#### WHAT THE TASK REQUIRES
Make an exact copy of every entry, leaving the pictures out.

#### DATA
-*-

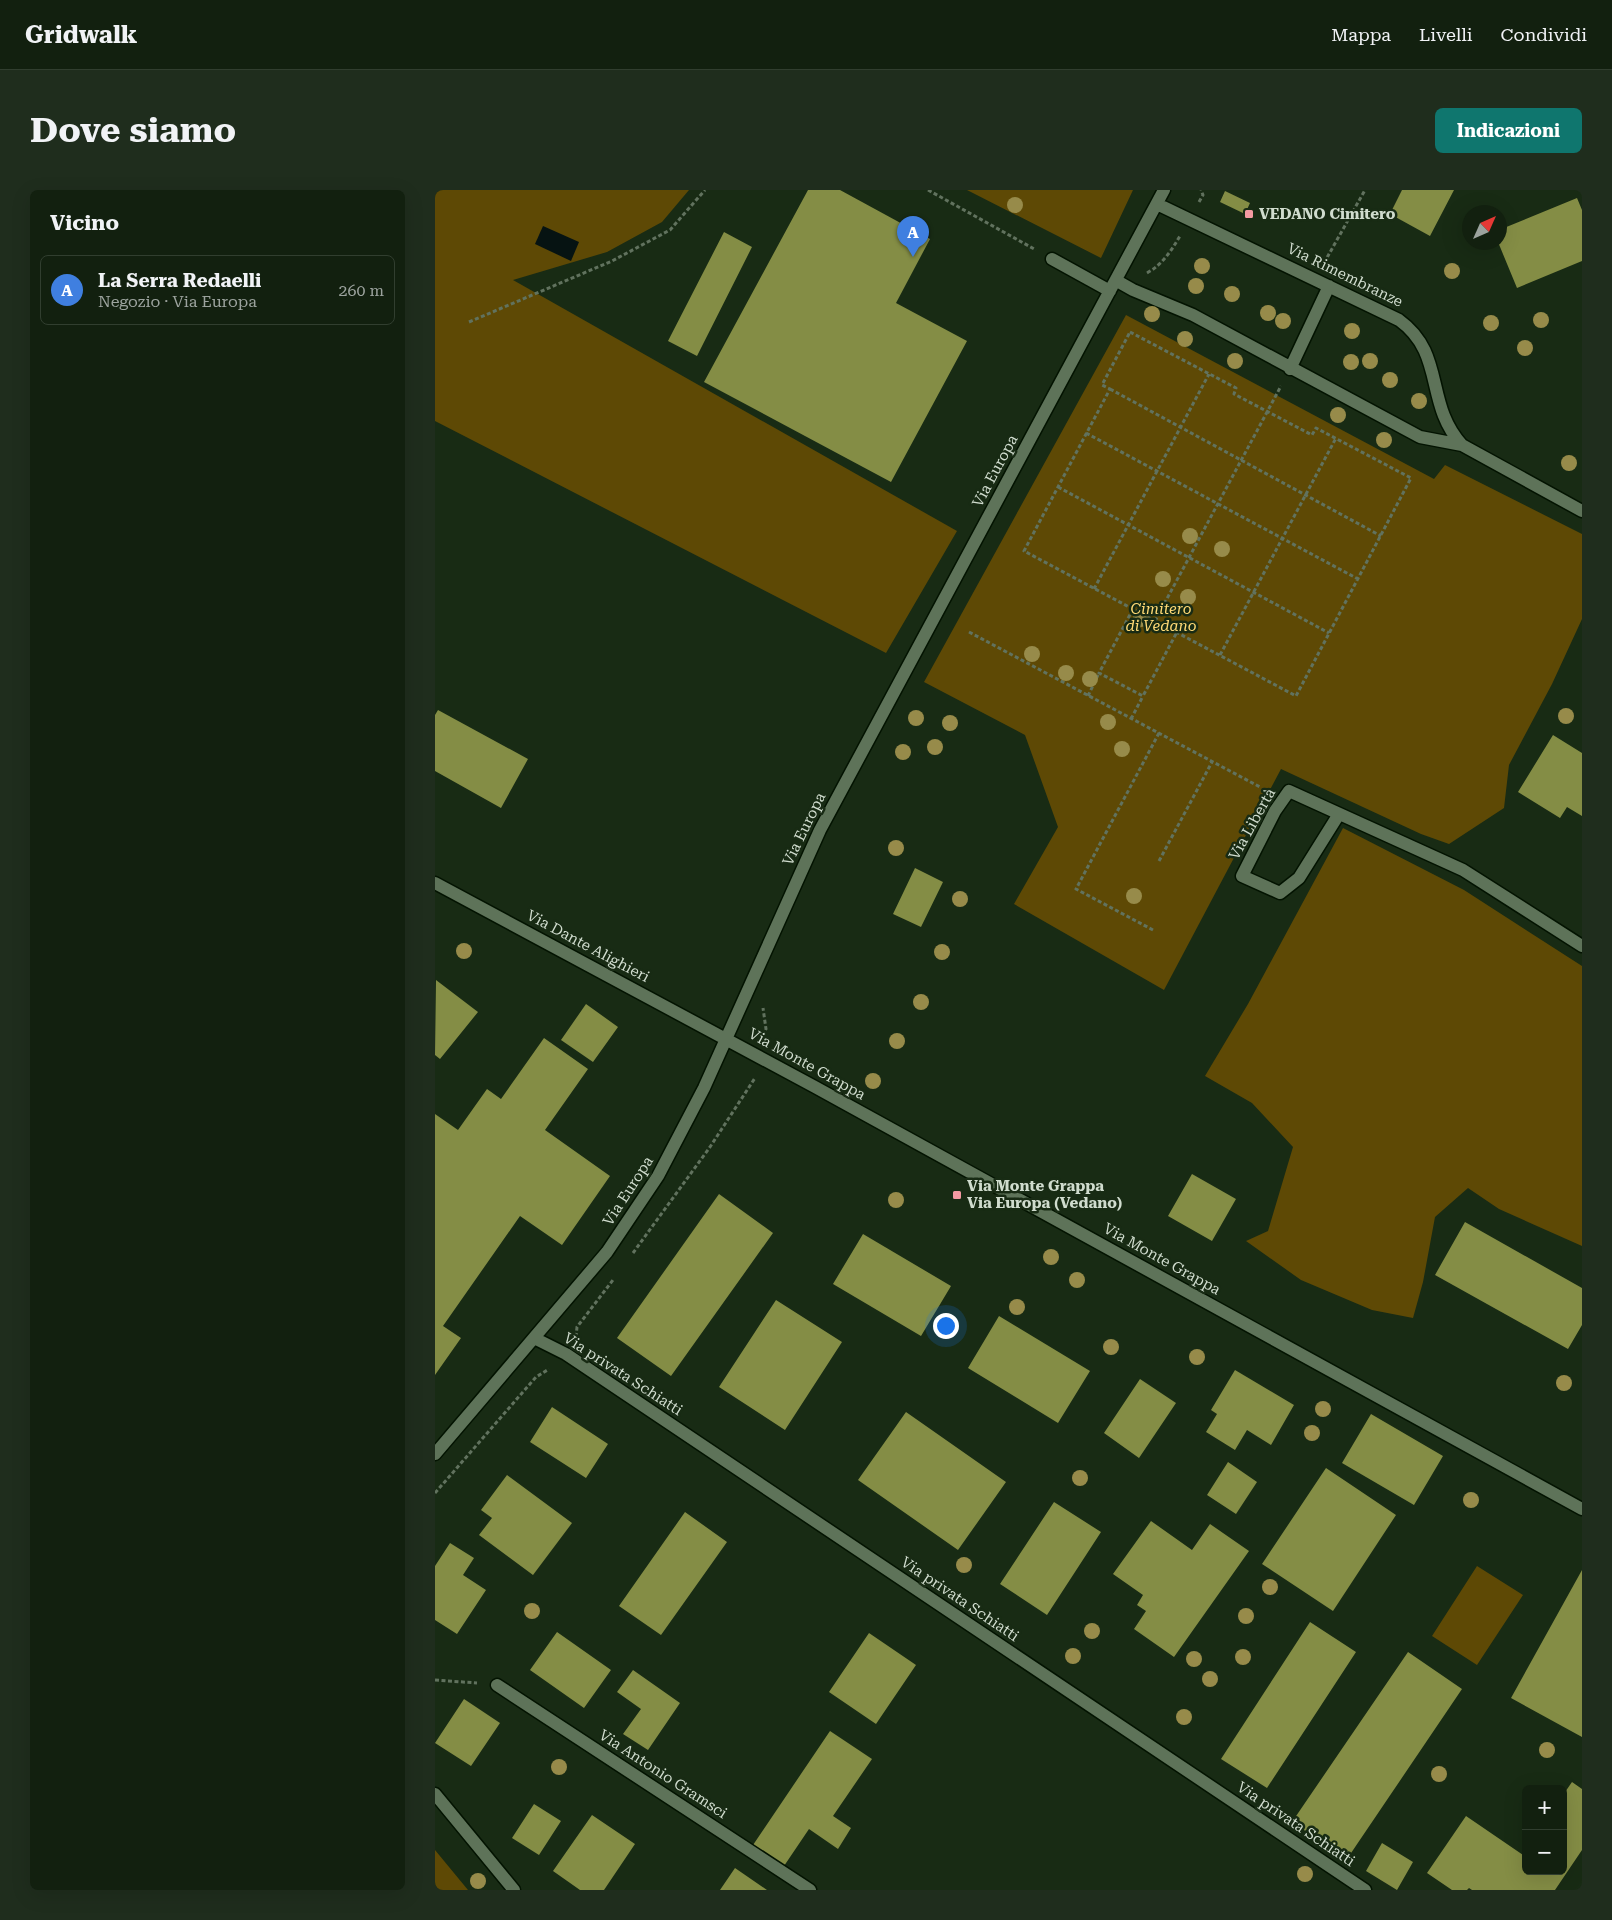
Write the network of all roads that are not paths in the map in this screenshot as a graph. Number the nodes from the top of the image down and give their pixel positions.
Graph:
1 (1164, 190) edge
2 (1157, 204) junction
3 (1052, 259) road end
4 (1113, 286) junction
5 (1329, 286) junction
6 (1290, 369) junction
7 (1462, 445) junction
8 (1582, 511) edge
9 (1339, 814) junction
10 (435, 883) edge
11 (1582, 946) edge
12 (726, 1039) junction
13 (534, 1338) junction
14 (435, 1454) edge
15 (1582, 1509) edge
16 (497, 1685) road end
17 (435, 1794) edge
18 (514, 1890) edge
19 (811, 1890) edge
20 (1365, 1890) edge

1 - 2 street, Via Europa
2 - 4 street, Via Europa
2 - 5 street, Via Rimembranze
3 - 4 street
4 - 6 street
4 - 12 street, Via Europa
5 - 6 street
5 - 7 street, Via Rimembranze
6 - 7 street
7 - 8 street, Via Rimembranze
9 - 9 street, Via Libertà
9 - 11 street, Via Libertà
10 - 12 street, Via Dante Alighieri
12 - 13 street, Via Europa
12 - 15 street, Via Monte Grappa
13 - 14 street, Via Europa
13 - 20 street, Via privata Schiatti
16 - 19 street, Via Antonio Gramsci
17 - 18 street

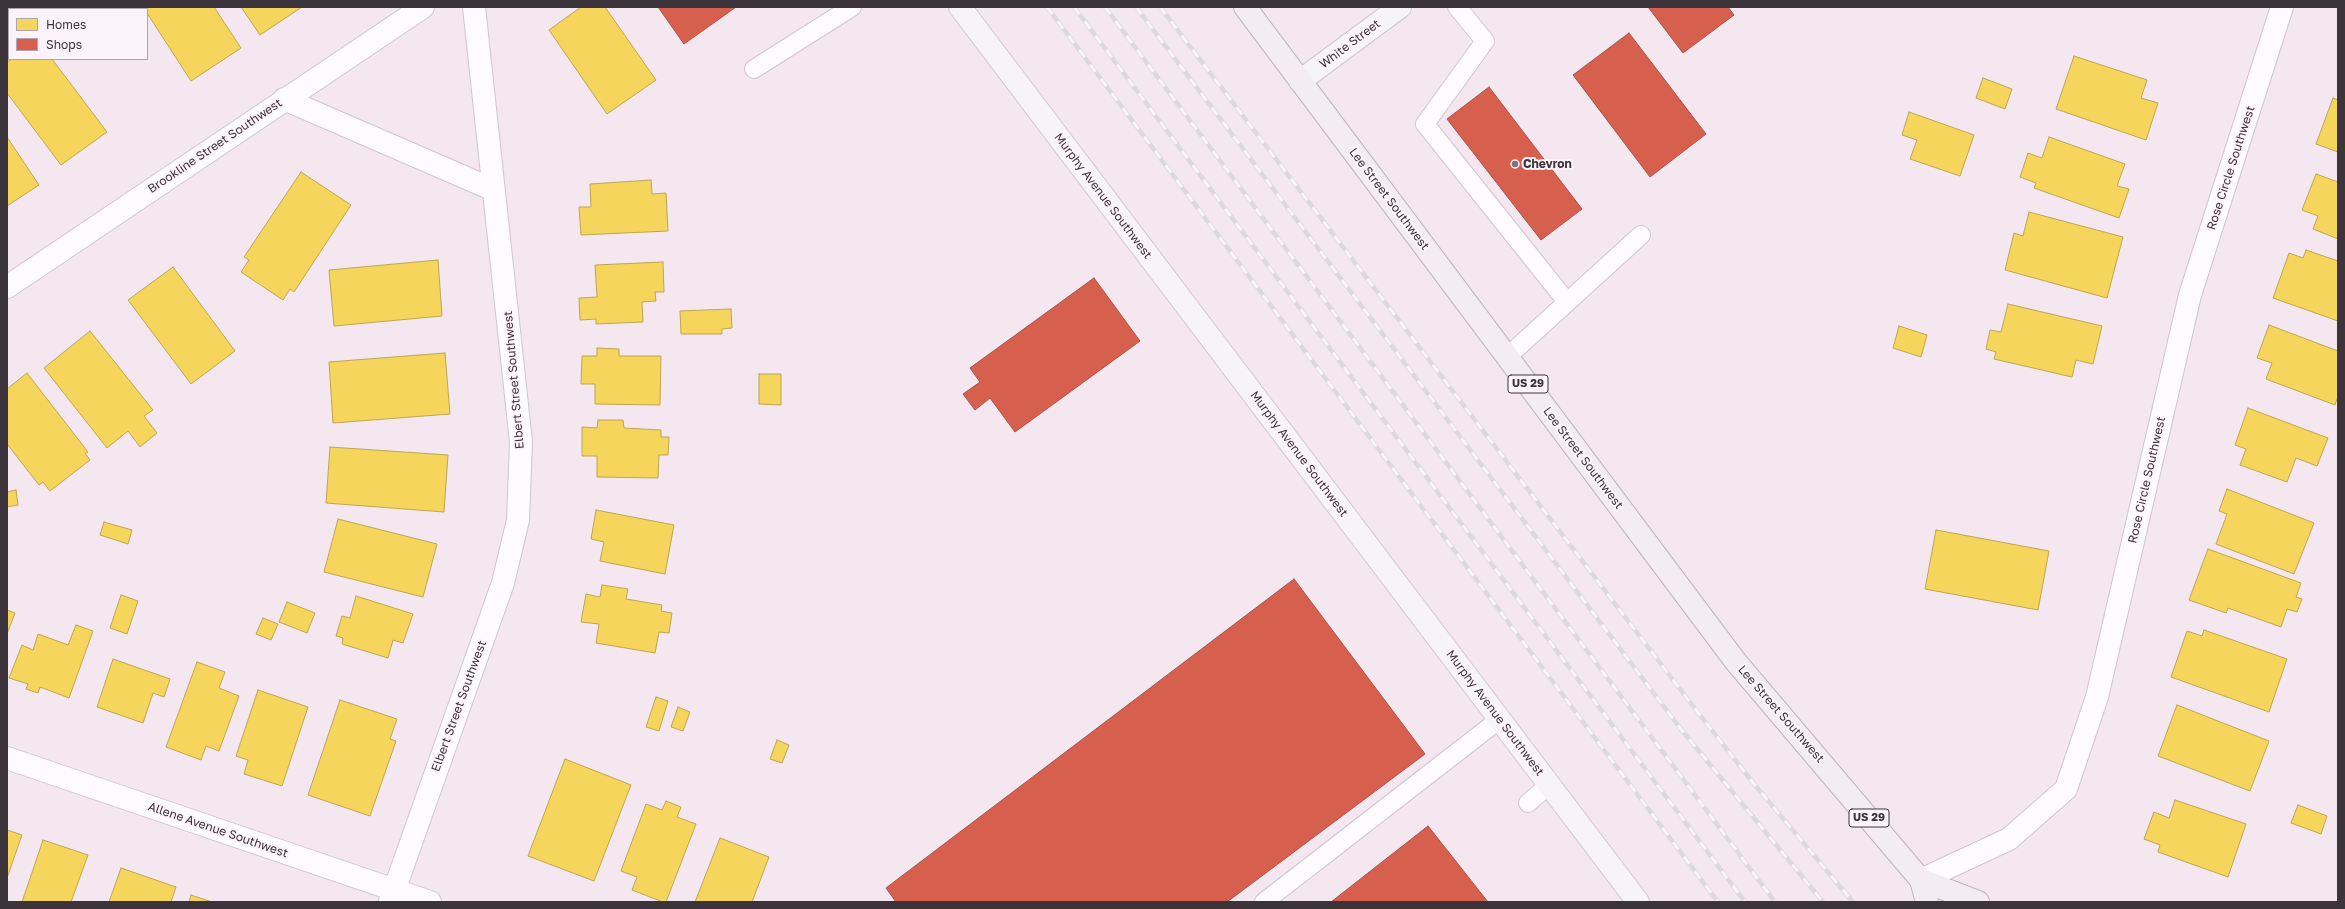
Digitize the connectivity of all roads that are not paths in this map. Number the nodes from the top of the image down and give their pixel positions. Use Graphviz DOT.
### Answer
graph roads {
  1 [pos="423,7"];
  2 [pos="474,7"];
  3 [pos="852,7"];
  4 [pos="960,7"];
  5 [pos="1245,7"];
  6 [pos="1400,7"];
  7 [pos="1458,7"];
  8 [pos="2282,7"];
  9 [pos="754,70"];
  10 [pos="1300,81"];
  11 [pos="284,99"];
  12 [pos="494,190"];
  13 [pos="1641,235"];
  14 [pos="7,287"];
  15 [pos="1567,302"];
  16 [pos="1507,357"];
  17 [pos="1500,719"];
  18 [pos="7,758"];
  19 [pos="1549,785"];
  20 [pos="1528,803"];
  21 [pos="1921,880"];
  22 [pos="392,896"];
  23 [pos="430,902"];
  24 [pos="1264,902"];
  25 [pos="1638,902"];
  26 [pos="1927,902"];
  27 [pos="1978,902"];
  1 -- 11 [label="street, Brookline Street Southwest"];
  2 -- 12 [label="street, Elbert Street Southwest"];
  3 -- 9 [label="lane"];
  4 -- 17 [label="street, Murphy Avenue Southwest"];
  5 -- 10 [label="main road, Lee Street Southwest / US 29"];
  6 -- 10 [label="street, White Street"];
  7 -- 15 [label="lane"];
  8 -- 21 [label="street, Rose Circle Southwest"];
  10 -- 16 [label="main road, Lee Street Southwest / US 29"];
  11 -- 12 [label="street"];
  11 -- 14 [label="street, Brookline Street Southwest"];
  12 -- 22 [label="street, Elbert Street Southwest"];
  13 -- 15 [label="lane"];
  15 -- 16 [label="lane"];
  16 -- 21 [label="main road, Lee Street Southwest / US 29"];
  17 -- 19 [label="street, Murphy Avenue Southwest"];
  17 -- 24 [label="lane"];
  18 -- 22 [label="street, Allene Avenue Southwest"];
  19 -- 20 [label="lane"];
  19 -- 25 [label="street, Murphy Avenue Southwest"];
  21 -- 26 [label="main road, Lee Street Southwest / US 29"];
  21 -- 27 [label="main road, US 29"];
  22 -- 23 [label="street, Allene Avenue Southwest"];
}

-*-

#### RESPONSE AREA
Write the network of all roads that are not paths in the map in this screenshot as a graph. Number the nodes from the top of the image down and give their pixel positions.
Graph:
1 (1164, 190) edge
2 (1157, 204) junction
3 (1052, 259) road end
4 (1113, 286) junction
5 (1329, 286) junction
6 (1290, 369) junction
7 (1462, 445) junction
8 (1582, 511) edge
9 (1339, 814) junction
10 (435, 883) edge
11 (1582, 946) edge
12 (726, 1039) junction
13 (534, 1338) junction
14 (435, 1454) edge
15 (1582, 1509) edge
16 (497, 1685) road end
17 (435, 1794) edge
18 (514, 1890) edge
19 (811, 1890) edge
20 (1365, 1890) edge

1 - 2 street, Via Europa
2 - 4 street, Via Europa
2 - 5 street, Via Rimembranze
3 - 4 street
4 - 6 street
4 - 12 street, Via Europa
5 - 6 street
5 - 7 street, Via Rimembranze
6 - 7 street
7 - 8 street, Via Rimembranze
9 - 9 street, Via Libertà
9 - 11 street, Via Libertà
10 - 12 street, Via Dante Alighieri
12 - 13 street, Via Europa
12 - 15 street, Via Monte Grappa
13 - 14 street, Via Europa
13 - 20 street, Via privata Schiatti
16 - 19 street, Via Antonio Gramsci
17 - 18 street

Digitize the connectivity of all roads that are not paths in this map. Number the nodes from the top of the image down and give their pixel positions. Use Graphviz DOT.
### Answer
graph roads {
  1 [pos="423,7"];
  2 [pos="474,7"];
  3 [pos="852,7"];
  4 [pos="960,7"];
  5 [pos="1245,7"];
  6 [pos="1400,7"];
  7 [pos="1458,7"];
  8 [pos="2282,7"];
  9 [pos="754,70"];
  10 [pos="1300,81"];
  11 [pos="284,99"];
  12 [pos="494,190"];
  13 [pos="1641,235"];
  14 [pos="7,287"];
  15 [pos="1567,302"];
  16 [pos="1507,357"];
  17 [pos="1500,719"];
  18 [pos="7,758"];
  19 [pos="1549,785"];
  20 [pos="1528,803"];
  21 [pos="1921,880"];
  22 [pos="392,896"];
  23 [pos="430,902"];
  24 [pos="1264,902"];
  25 [pos="1638,902"];
  26 [pos="1927,902"];
  27 [pos="1978,902"];
  1 -- 11 [label="street, Brookline Street Southwest"];
  2 -- 12 [label="street, Elbert Street Southwest"];
  3 -- 9 [label="lane"];
  4 -- 17 [label="street, Murphy Avenue Southwest"];
  5 -- 10 [label="main road, Lee Street Southwest / US 29"];
  6 -- 10 [label="street, White Street"];
  7 -- 15 [label="lane"];
  8 -- 21 [label="street, Rose Circle Southwest"];
  10 -- 16 [label="main road, Lee Street Southwest / US 29"];
  11 -- 12 [label="street"];
  11 -- 14 [label="street, Brookline Street Southwest"];
  12 -- 22 [label="street, Elbert Street Southwest"];
  13 -- 15 [label="lane"];
  15 -- 16 [label="lane"];
  16 -- 21 [label="main road, Lee Street Southwest / US 29"];
  17 -- 19 [label="street, Murphy Avenue Southwest"];
  17 -- 24 [label="lane"];
  18 -- 22 [label="street, Allene Avenue Southwest"];
  19 -- 20 [label="lane"];
  19 -- 25 [label="street, Murphy Avenue Southwest"];
  21 -- 26 [label="main road, Lee Street Southwest / US 29"];
  21 -- 27 [label="main road, US 29"];
  22 -- 23 [label="street, Allene Avenue Southwest"];
}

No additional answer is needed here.